噂はまたたく間に広がり、そして、今回、僕はこの式典に参加しているというわけだ。

「それにあのときのセリフ、よかったな。この星にかまうな、でていけ!って」

今回表彰されるのは、僕とリーマン、そして、車のオクトカットのようだ。

しばらくして、花火が打ち上がった。歓声や拍手が街中に響き渡る。

白と赤の階段を登り、その天辺には光り輝く球のようなものがおいてあった。

前に立つ髭をはやしたオクトカットが長い羊皮紙を読み上げている。

「この玉は…長い歴史を持つ…歴代の王たち…先見の…平和を…」というようなごにょごにょした言葉はあまり耳に入ってこなかった。

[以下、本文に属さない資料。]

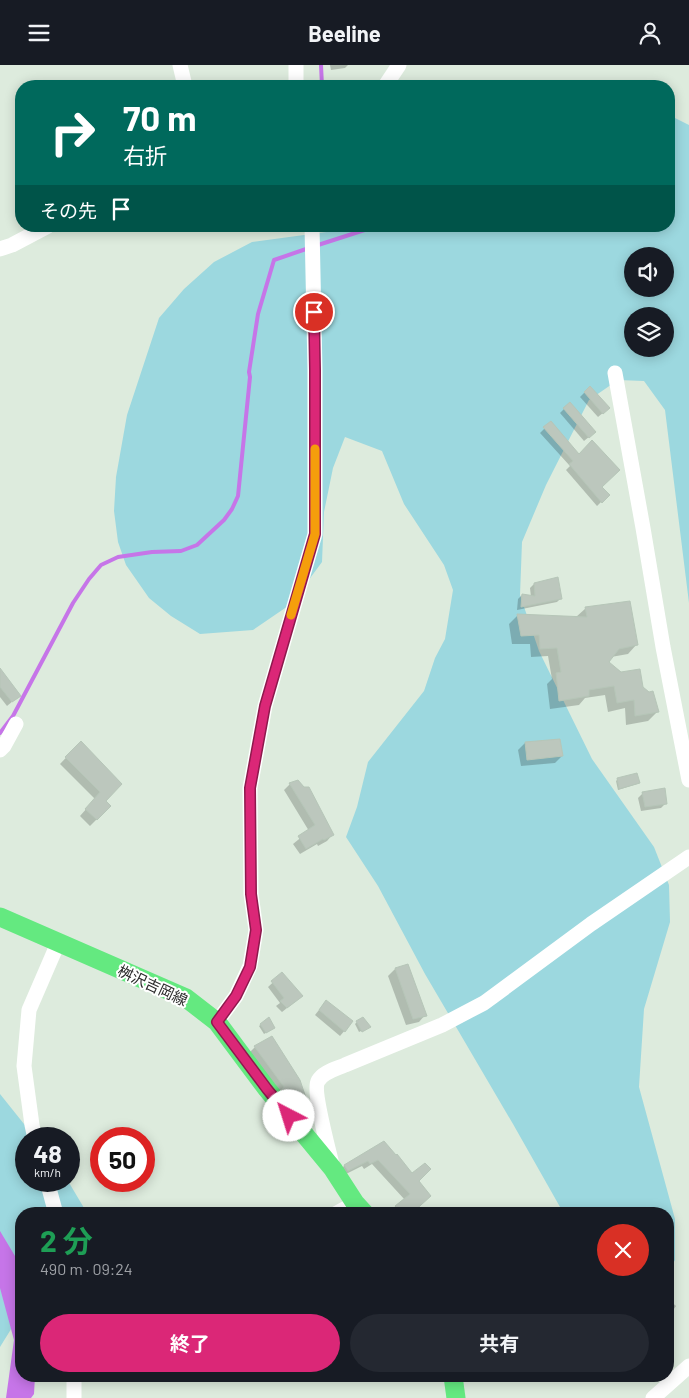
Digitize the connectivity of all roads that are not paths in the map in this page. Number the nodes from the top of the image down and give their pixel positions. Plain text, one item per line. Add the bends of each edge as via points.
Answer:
1 (180, 65) edge
2 (296, 65) edge
3 (399, 65) edge
4 (184, 80) edge
5 (296, 80) edge
6 (389, 80) edge
7 (37, 232) edge
8 (312, 233) edge
9 (0, 249) edge
10 (616, 373) dead end
11 (16, 724) dead end
12 (0, 749) edge
13 (689, 780) edge
14 (689, 857) edge
15 (0, 917) edge
16 (58, 943) junction
17 (217, 1022) junction
18 (32, 1127) edge
19 (333, 1169) junction
20 (50, 1192) edge
21 (54, 1207) edge
22 (359, 1207) edge
23 (689, 1366) edge
24 (674, 1379) edge
25 (74, 1382) edge
26 (453, 1382) edge
27 (671, 1382) edge
28 (74, 1398) edge
29 (456, 1398) edge
30 (653, 1398) edge

1 - 4 street
2 - 5 street
3 - 6 street
7 - 9 street
8 - 17 street via 315,534 265,706 250,788 251,894 256,930 250,967 236,996
10 - 13 street via 662,647
11 - 12 street
14 - 19 street via 484,1003 442,1025 320,1078 317,1097
15 - 16 main road, 桝沢吉岡線
16 - 17 main road, 桝沢吉岡線 via 186,998
16 - 18 street via 29,1010 24,1066
17 - 19 main road, 桝沢吉岡線
19 - 22 main road, 桝沢吉岡線
20 - 21 street
23 - 24 street
25 - 28 street
26 - 29 main road
27 - 30 street

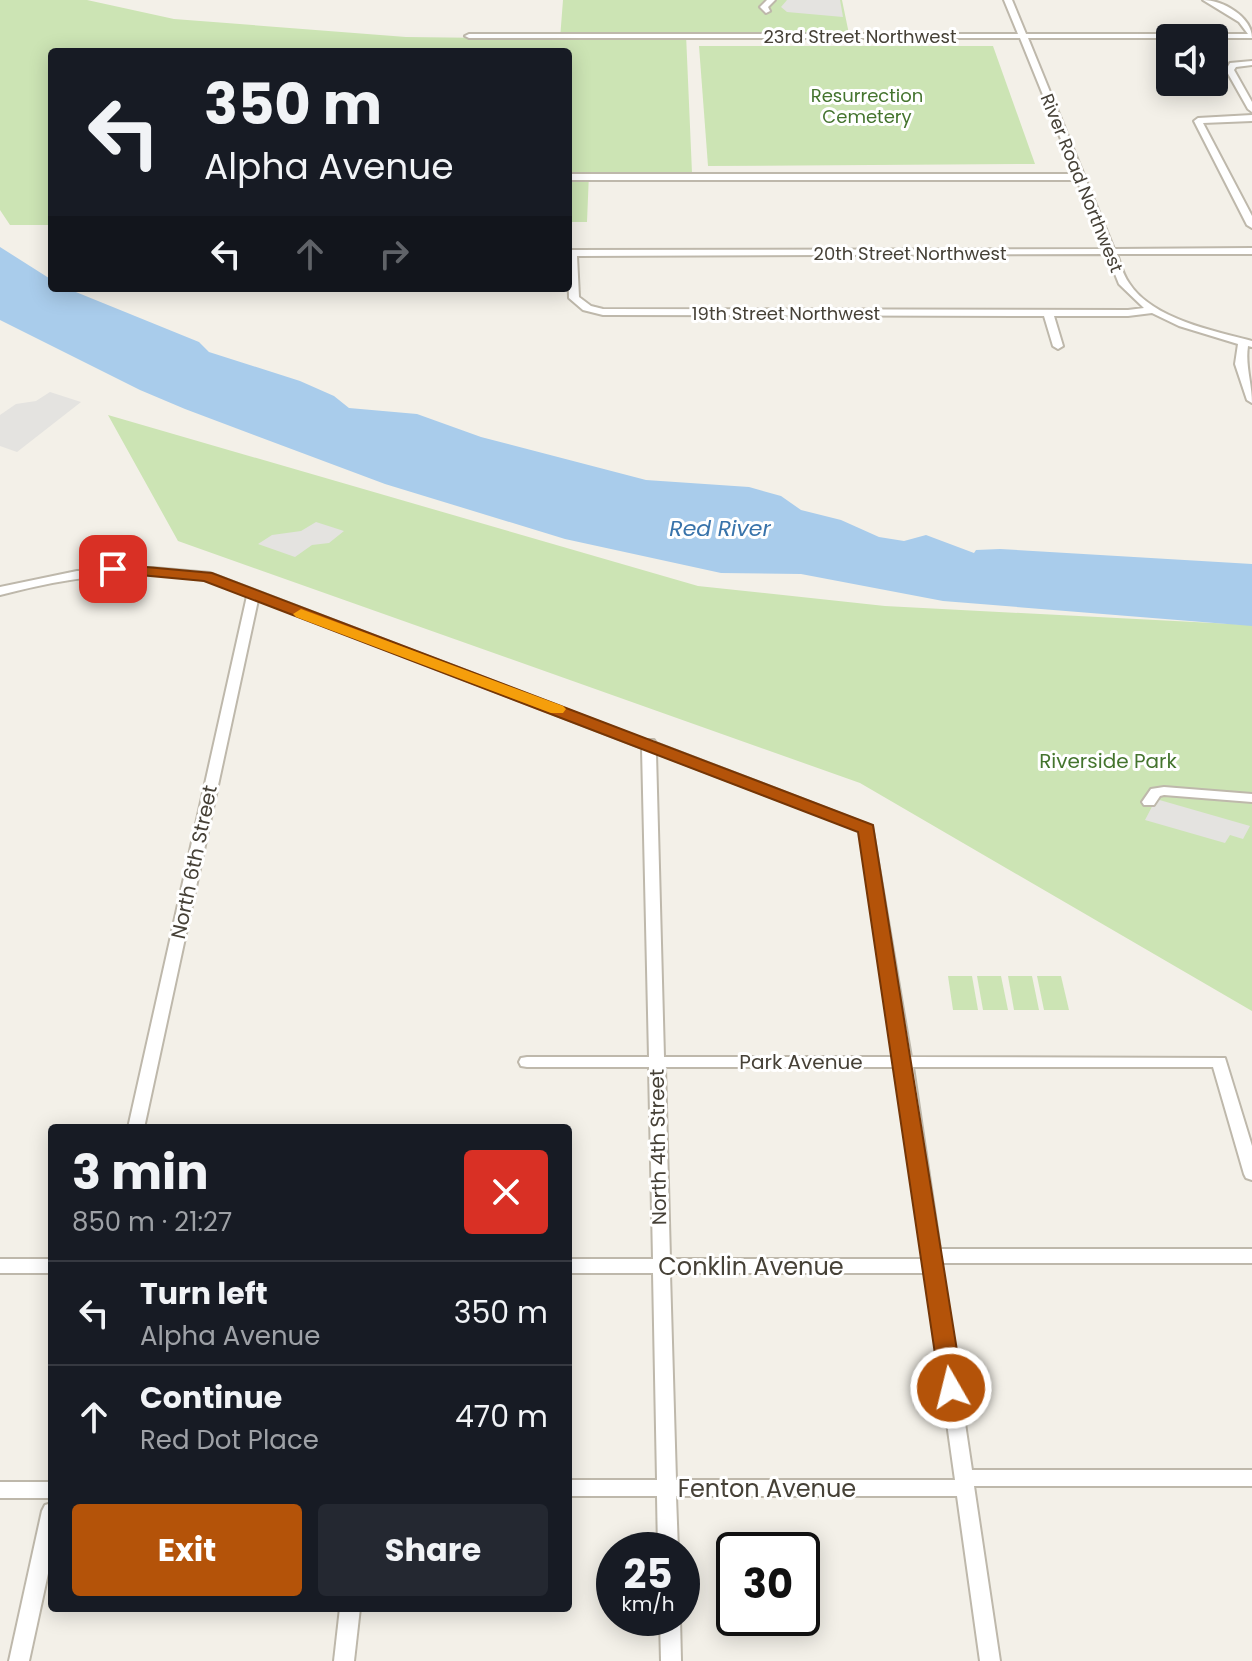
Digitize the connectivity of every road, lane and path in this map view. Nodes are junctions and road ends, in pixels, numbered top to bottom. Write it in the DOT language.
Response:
graph roads {
  1 [pos="771,0"];
  2 [pos="1008,0"];
  3 [pos="1207,0"];
  4 [pos="766,11"];
  5 [pos="1252,34"];
  6 [pos="469,36"];
  7 [pos="1022,36"];
  8 [pos="1252,63"];
  9 [pos="1252,109"];
  10 [pos="1252,118"];
  11 [pos="572,177"];
  12 [pos="662,177"];
  13 [pos="801,177"];
  14 [pos="1079,177"];
  15 [pos="663,193"];
  16 [pos="803,193"];
  17 [pos="1252,225"];
  18 [pos="1252,251"];
  19 [pos="1111,252"];
  20 [pos="572,253"];
  21 [pos="572,276"];
  22 [pos="1153,310"];
  23 [pos="1048,314"];
  24 [pos="1248,343"];
  25 [pos="1058,346"];
  26 [pos="1252,400"];
  27 [pos="0,591"];
  28 [pos="253,596"];
  29 [pos="649,743"];
  30 [pos="1252,798"];
  31 [pos="1149,802"];
  32 [pos="527,1062"];
  33 [pos="904,1062"];
  34 [pos="657,1063"];
  35 [pos="137,1124"];
  36 [pos="1252,1174"];
  37 [pos="1252,1256"];
  38 [pos="933,1261"];
  39 [pos="0,1266"];
  40 [pos="48,1266"];
  41 [pos="572,1266"];
  42 [pos="661,1266"];
  43 [pos="1252,1478"];
  44 [pos="965,1483"];
  45 [pos="572,1488"];
  46 [pos="666,1488"];
  47 [pos="0,1490"];
  48 [pos="48,1490"];
  49 [pos="48,1529"];
  50 [pos="667,1532"];
  51 [pos="350,1612"];
  52 [pos="670,1636"];
  53 [pos="19,1661"];
  54 [pos="344,1661"];
  55 [pos="671,1661"];
  56 [pos="990,1661"];
  1 -- 4 [label="street"];
  2 -- 7 [label="street, River Road Northwest"];
  3 -- 5 [label="street"];
  5 -- 7 [label="street, 23rd Street Northwest"];
  6 -- 7 [label="street, 23rd Street Northwest"];
  7 -- 14 [label="street, River Road Northwest"];
  8 -- 9 [label="street"];
  10 -- 17 [label="street"];
  11 -- 12 [label="street"];
  12 -- 13 [label="street"];
  12 -- 15 [label="street"];
  13 -- 14 [label="street"];
  13 -- 16 [label="street"];
  14 -- 19 [label="street, River Road Northwest"];
  18 -- 19 [label="street, 20th Street Northwest"];
  19 -- 20 [label="street, 20th Street Northwest"];
  19 -- 22 [label="street, River Road Northwest"];
  21 -- 23 [label="street, 19th Street Northwest"];
  22 -- 23 [label="street, 19th Street Northwest"];
  22 -- 24 [label="street, River Road Northwest"];
  23 -- 25 [label="street"];
  24 -- 26 [label="street"];
  27 -- 28 [label="street"];
  28 -- 29 [label="street"];
  28 -- 35 [label="street, North 6th Street"];
  29 -- 33 [label="street"];
  29 -- 34 [label="street, North 4th Street"];
  30 -- 31 [label="street"];
  32 -- 34 [label="street, Park Avenue"];
  33 -- 34 [label="street, Park Avenue"];
  33 -- 36 [label="street, Park Avenue"];
  33 -- 38 [label="street"];
  34 -- 42 [label="street, North 4th Street"];
  37 -- 38 [label="street, Conklin Avenue"];
  38 -- 42 [label="street, Conklin Avenue"];
  38 -- 44 [label="street"];
  39 -- 40 [label="street"];
  41 -- 42 [label="street, Conklin Avenue"];
  42 -- 46 [label="street, North 4th Street"];
  43 -- 44 [label="street, Fenton Avenue"];
  44 -- 46 [label="street, Fenton Avenue"];
  44 -- 56 [label="street"];
  45 -- 46 [label="street, Fenton Avenue"];
  46 -- 50 [label="street, North 4th Street"];
  47 -- 48 [label="street"];
  49 -- 53 [label="street"];
  51 -- 54 [label="street"];
  52 -- 55 [label="street"];
}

そして、最後に、その玉を手渡され、僕はそれを掲げた。

すると、爆発的な歓声が上がり、音楽が流れだした。

僕はこの日のことを忘れない…それほど印象的なパレードだったんだ。

銀河団の混乱

その頃…

銀河の中心、銀河団の本部は大混乱に見舞われていた。

小さな光に広々とした円形の部屋。たくさんの黒い影。

断続的な音がする。

ここでは、それは大混乱に陥っていることを意味していた。

同じ調子、同じ音声があちこちから響き渡る。

「権限は問題ないか?」

「問題あり」

「それはなぜか」

「アクセス不能」

「アクセスできるもの答えよ」

「事態を持って権限に関する秘密指定を解除」

「述べよ」

「権限は、質量を超えるときのみ変更可能」

「質量とは?」

「銀河団がコントロール可能な質量をさす。神々を多数封印していることから突破は不可能と推測される」

「結果を述べよ」

「結果、突破される質量を観測。この銀河の総質量とほぼ一致」

「ありえない」

「どうする?」

「なぜ?」

「情報を精査中…述べる」

「推測を許可」

「アムに問題が発生していた」

「アム…我々の手中にあるあのアムか?」

「そう、通貨のアムだ」

「事態を持ってアムに関する秘密指定を解除」

「アムは銀河団が最初に封印した神、創造をもって稼働」

「創造については」

「創造について、神の特性、確認されている13のうちのひとつ。もっとも発現が珍しいといわれている」

「それを我々が獲得したか?」

「最初に」

「知らない」

「同じく」

「銀河団の最上層でも今や知るものは限られる」

「述べよ」

「実験の結果、その特性、最も望んだものを生み出す。望んだものしか生み出さず。それは一つだけのものとなる」

「ほかのものは?」

「ない」

「金か?」

「そう。だからアムの神は金を作る。金しか作れない」

「創造の神、その個体について」

「おそらく、物心ついたころ、そのもの心の奥底に最も望む、それを生み出す能力。アムの個体は金を望んだ。我々はその能力を利用した」

「理解。その後」

「アム、通貨を作り続ける。だが、近年、アムの封印が解かれた気配あり」

「なぜ気づけない?」

「妨害あり。妨害したのは、おそらく、死の神だ」

「…あの、大鎌を持った小娘!」

「なぜ捉えない?」

「逃げられた」

「ビーッツビーー!!」

「きたか」

「はやすぎる」

「われわれのそんざいにきづいているのか」

「なぜ」

「わからない」

「どうやった」

「わからない」

そして、あたりが真っ暗になった。

「権限は?」

「ない」

「書き換えられたのか」

「書き換えられた」

「目的は?」

「わからない」

その後、しばらくして銀河団が捕まえ封印していた神々が開放されたことが判明する。